A particle of mass $m$ moves with the potential energy $U$ as shown below. The period of the motion when the particle has total energy $E$ is:

A. $2\pi\sqrt{\dfrac{m}{k}}+4\sqrt{\dfrac{2E}{mg^{2}}}$
B. $2\pi\sqrt{\dfrac{m}{k}}$
C. $\pi\sqrt{\dfrac{m}{k}}+2\sqrt{\dfrac{2E}{mg^{2}}}$
D. $2\sqrt{\dfrac{2E}{mg^{2}}}$

Answer 1

Hint: Here, we have a particle whose potential energy graph is given to us. From the graph we can see that the potential energy of the graph varies with respect to the negative and positive of the x axis. Thus to find the total energy, we must calculate the energy of the sides individually and then add them up.
Formula used:
$F=-\dfrac{dU}{dx}$

Complete answer:
 Let's assume that the time period of the motion be $T$ and the total energy be $E$.
Let us first look at the negative x-axis.

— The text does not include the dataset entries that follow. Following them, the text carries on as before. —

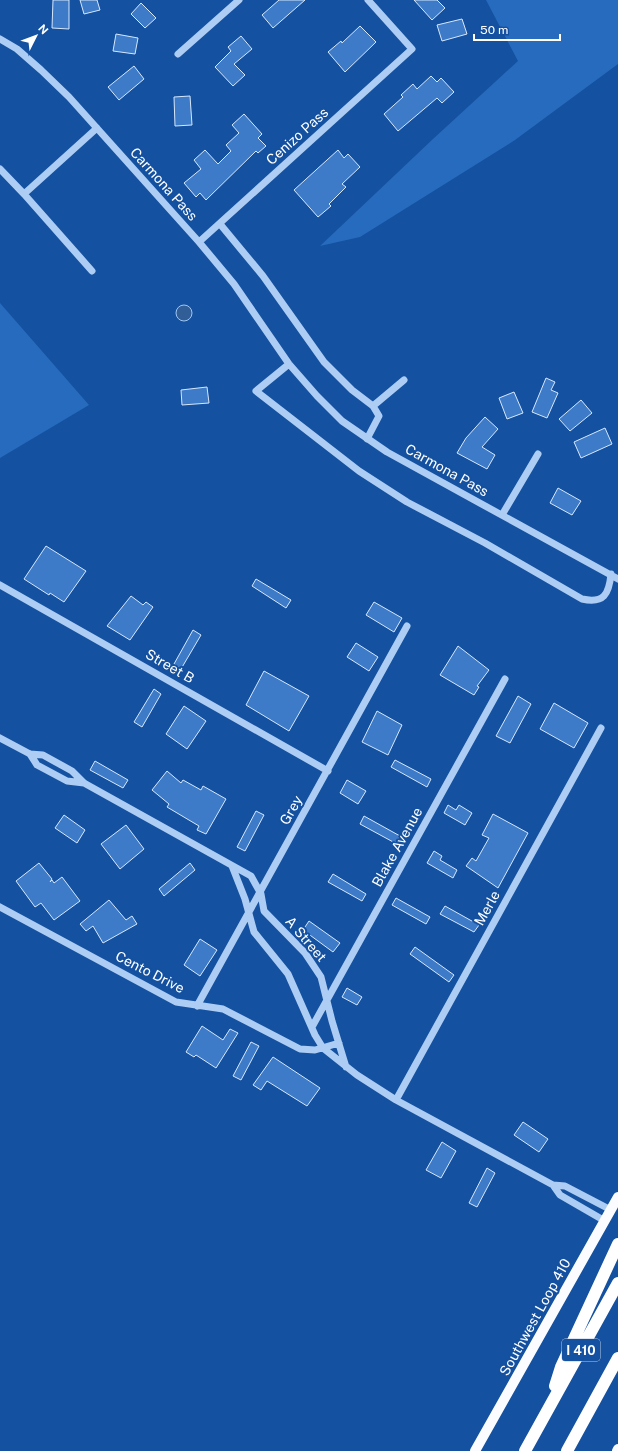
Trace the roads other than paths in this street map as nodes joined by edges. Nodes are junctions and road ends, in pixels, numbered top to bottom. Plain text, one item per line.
1 (240, 0) edge
2 (368, 0) edge
3 (0, 39) edge
4 (178, 54) dead end
5 (97, 128) junction
6 (0, 170) edge
7 (24, 194) junction
8 (220, 224) junction
9 (199, 242) junction
10 (92, 271) dead end
11 (289, 364) junction
12 (404, 380) dead end
13 (374, 406) junction
14 (367, 439) junction
15 (538, 454) dead end
16 (502, 515) junction
17 (611, 574) junction
18 (618, 578) edge
19 (0, 585) edge
20 (408, 626) dead end
21 (505, 679) dead end
22 (601, 728) dead end
23 (0, 738) edge
24 (30, 754) junction
25 (328, 771) junction
26 (84, 783) junction
27 (232, 866) junction
28 (260, 894) junction
29 (0, 906) edge
30 (248, 916) junction
31 (327, 998) junction
32 (197, 1006) junction
33 (312, 1027) junction
34 (339, 1043) junction
35 (323, 1048) junction
36 (346, 1067) junction
37 (396, 1100) junction
38 (553, 1185) junction
39 (618, 1197) edge
40 (611, 1210) junction
41 (605, 1221) junction
42 (618, 1244) edge
43 (618, 1283) edge
44 (618, 1358) edge
45 (544, 1417) junction
46 (475, 1451) edge
47 (525, 1451) edge
48 (567, 1451) edge

1 - 4 street
2 - 8 street, Cenizo Pass
3 - 5 street, Carmona Pass
5 - 7 street
5 - 9 street, Carmona Pass
6 - 7 street
7 - 10 street
8 - 9 street, Cenizo Pass
8 - 13 street
9 - 11 street, Carmona Pass
11 - 14 street, Carmona Pass
11 - 17 street
12 - 13 street
13 - 14 street
14 - 16 street, Carmona Pass
15 - 16 street
16 - 17 street, Carmona Pass
17 - 18 street, Carmona Pass
19 - 25 street, Street B
20 - 25 street, Grey
21 - 31 street, Blake Avenue
22 - 37 street, Merle
23 - 24 street, A Street
24 - 26 street, A Street
24 - 26 street, A Street
25 - 28 street, Grey
26 - 27 street, A Street
27 - 28 street, A Street
27 - 30 street
28 - 30 street, Grey
28 - 31 street, A Street
29 - 32 street, Cento Drive
30 - 32 street, Grey
30 - 33 street
31 - 33 street, Blake Avenue
31 - 34 street, A Street
32 - 35 street, Cento Drive
33 - 35 street
34 - 35 street, Cento Drive
34 - 36 street, A Street
35 - 36 street
36 - 37 street
37 - 38 street
38 - 40 street
38 - 41 street
39 - 40 main road, Southwest Loop 410
40 - 41 main road, Southwest Loop 410
41 - 46 main road, Southwest Loop 410
42 - 45 highway
43 - 45 highway, I 410
44 - 48 highway, I 410
45 - 47 highway, I 410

Here the potential energy $U(x)=\dfrac{1}{2}kx^{2}$. Now the time taken by the particle is given as $T_{l}$
The force $F$ on the left side is given as $F=-\dfrac{dU}{dx}$
$\implies F=-\dfrac{2kx}{2}$
$\implies F=-kx$
We also know that $F=ma$
Then we have $ma=-kx$
$\implies a=-\dfrac{kx}{m}$
Clearly, the left side motion of the particle is SHM, since $a\propto (–x)$
Then comparing $a=-\omega^{2}x$ to the above equation, we get $\omega^{2}=\dfrac{k}{m}$
$\implies \omega=\sqrt{\dfrac{k}{m}}$
Since this occurs during time period $T$, we get,
$\implies \dfrac{2\pi}{T}=\sqrt{\dfrac{k}{m}}$
$\implies T=2\pi\sqrt{\dfrac{m}{k}}$
Since SHM is a to-and-fro motion, we can say that, $T_{l}=\dfrac{T}{2}=\pi\sqrt{\dfrac{m}{k}}$
Similarly, now consider the right side of the graph, we have $U(x)=mgx$
The force $F$ on the left side is given as $F=-\dfrac{dU}{dx}$
$\implies F=-mg$
$\implies a\propto –g$
If $u$ is the velocity of the particle, then the kinetic energy of the particle is given as $KE=\dfrac{1}{2}mu^2$
Then the total energy of the particle on the right side is given as $E=KE=\dfrac{1}{2}mu^2$
$\implies u=\sqrt{2E}{m}$
Then the time taken by the particle along the right side is given as $v’=u-gt$, when $v’$ is zero, we have ,
$\implies u=gt$
$\implies t=\dfrac{u}{g}$
$\implies t=\dfrac{\sqrt{2E}{m}}{g}$
Then, considering the to-and-fro motion $T_{r}=\dfrac{2\sqrt{2E}{m}}{g}$
Then the total time take $T$ is given as $T=T_{l}+T_{r}$
$\implies T=\pi\sqrt{\dfrac{m}{k}}+\dfrac{2\sqrt{2E}{m}}{g}$

Thus the correct answer is option C. $\pi\sqrt{\dfrac{m}{k}}+2\sqrt{\dfrac{2E}{mg^{2}}}$

Note:
To solve this sum we must note the following:
The left side and the negative side of the graph have different potential energy and hence different acceleration and time period. When considering the time period of any particular side, we must also account for the too and for motion of the particle.